Evaluation of Anti-mullerian Hormone(AMH) Levels as a Predictive Factor of Response to Weight Los… (NCT01792362) | Clinical Trial Compass
CompletedPhase 3
Evaluation of Anti-mullerian Hormone(AMH) Levels as a Predictive Factor of Response to Weight Loss Treatment in Obese Infertile Women With Poly Cystic Ovary(PCOS)
Iran60 participantsStarted 2012-10
Plain-language summary
This study is a prospective before \& after clinical trial to compare the basal and 3 months after diet anti-mullerian hormone levels between responders and non-responders to weight loss diet in obese infertile women with PCOS population
Who can participate
Age range
18 Years – 40 Years
Sex
FEMALE
See this in plain English?
AI-rewrites the medical criteria so a patient or caregiver can understand them. Always confirm with the trial site.
Inclusion Criteria:
\- 1- diagnosis of PCOS, according to the Rotterdam Consensus Workshop Group, by 2 of the following 3 criteria: menstrual irregularity (cycle length\<26 d or \>31 d or variation between consecutive cycles of \>3 d); clinical (hirsutism assessed by a Ferriman-Gallwey score \> 8) or biochemical \[free androgen index (FAI) \> 5.4 or testosterone\_1.4 nmol/L\] hyperandrogenism; or positive ultrasound presentation of polycystic ovaries by transvaginal scan.
2- Age between 18 -40
Exclusion Criteria:
\- 1. Body mass index (BMI; in kg/m2) \< 30, 2. Type 2 diabetes mellitus and related endocrinopathic disorders \[identified by assessment of thyroid-stimulating hormone (TSH), prolactin, and 17\_hydroxyprogesterone\].
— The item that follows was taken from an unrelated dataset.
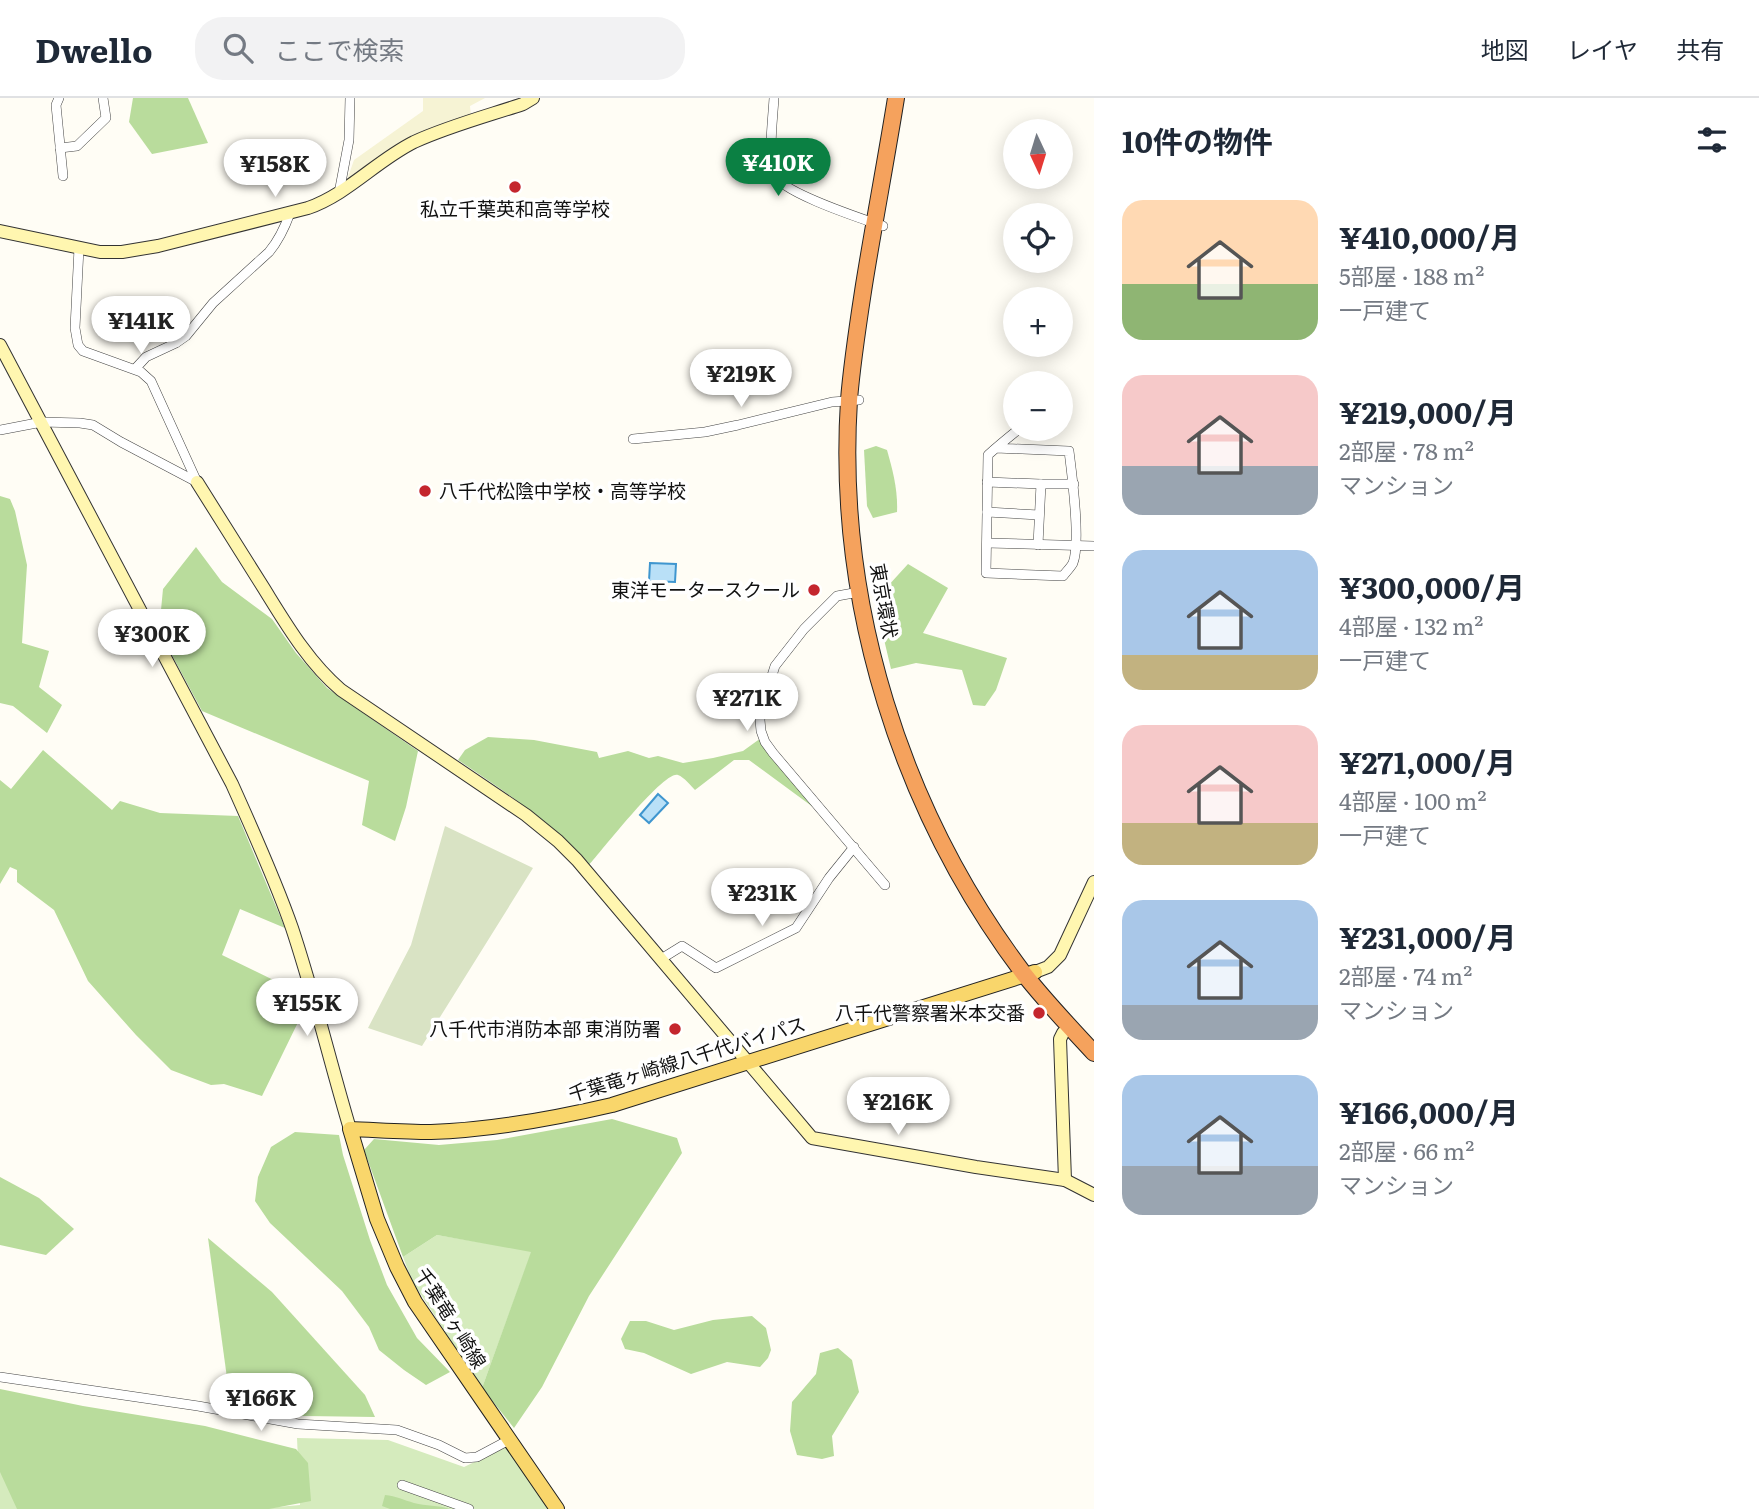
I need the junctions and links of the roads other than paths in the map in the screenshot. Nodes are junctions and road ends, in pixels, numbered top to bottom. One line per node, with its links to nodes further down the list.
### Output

3\. Regular exercise activities during the study. 4. Cases of alcoholism and smoking. 5. The use of endocrine hormonal treatment or insulin-sensitizing agents is not permitted during either phase of the study, and the use of oral contraceptives is not permitted during of the study. Subjects are required to cease taking oral contraceptives 4 wk and hormonal treatment or insulin-sensitizing agents 2 wk before commencement of the short-term study phase.
Questions worth asking your doctor
Bring these to your next appointment. They're a starting point for a shared conversation — not a sign you qualify or a recommendation to enrol.
1Based on my diagnosis and history, is this trial worth exploring for me — or is there a standard treatment we should try first?
2What does this trial's phase tell us about how much is already known about its safety and benefit?
3What would taking part actually involve for me — visits, tests, time, and travel?
4What are the known and possible risks or side effects I should weigh, and how would they be monitored?
5If this trial isn't the right fit, what other options or trials would you suggest I look into?
Generated to help you prepare — always confirm anything about your own eligibility and care with the study team and your doctor.
Questions for the trial coordinator
The trial coordinator is the person who runs the study day to day. These cover the practical side — logistics, costs, and what taking part would actually mean for your life. The study team confirms whether you meet the criteria; these are questions to ask, not a sign you qualify.
1What does taking part actually involve week to week — how many visits, where, and how long does each one take?
2What costs are covered by the study, and what might I have to pay for myself, including travel, parking, or time off work?
3What happens during screening, and what happens if the study team confirms I don't meet the criteria after those tests?
4Who pays for the scans, blood work, and other tests the trial requires — the study, my insurance, or me?
5How will being in the trial affect my regular care, and will my own doctor stay informed and involved?
6Can I leave the trial at any point if I change my mind, and what would happen to my care if I do?
A starting point for the conversation — always confirm anything about your own eligibility, costs, and care with the study team and your doctor.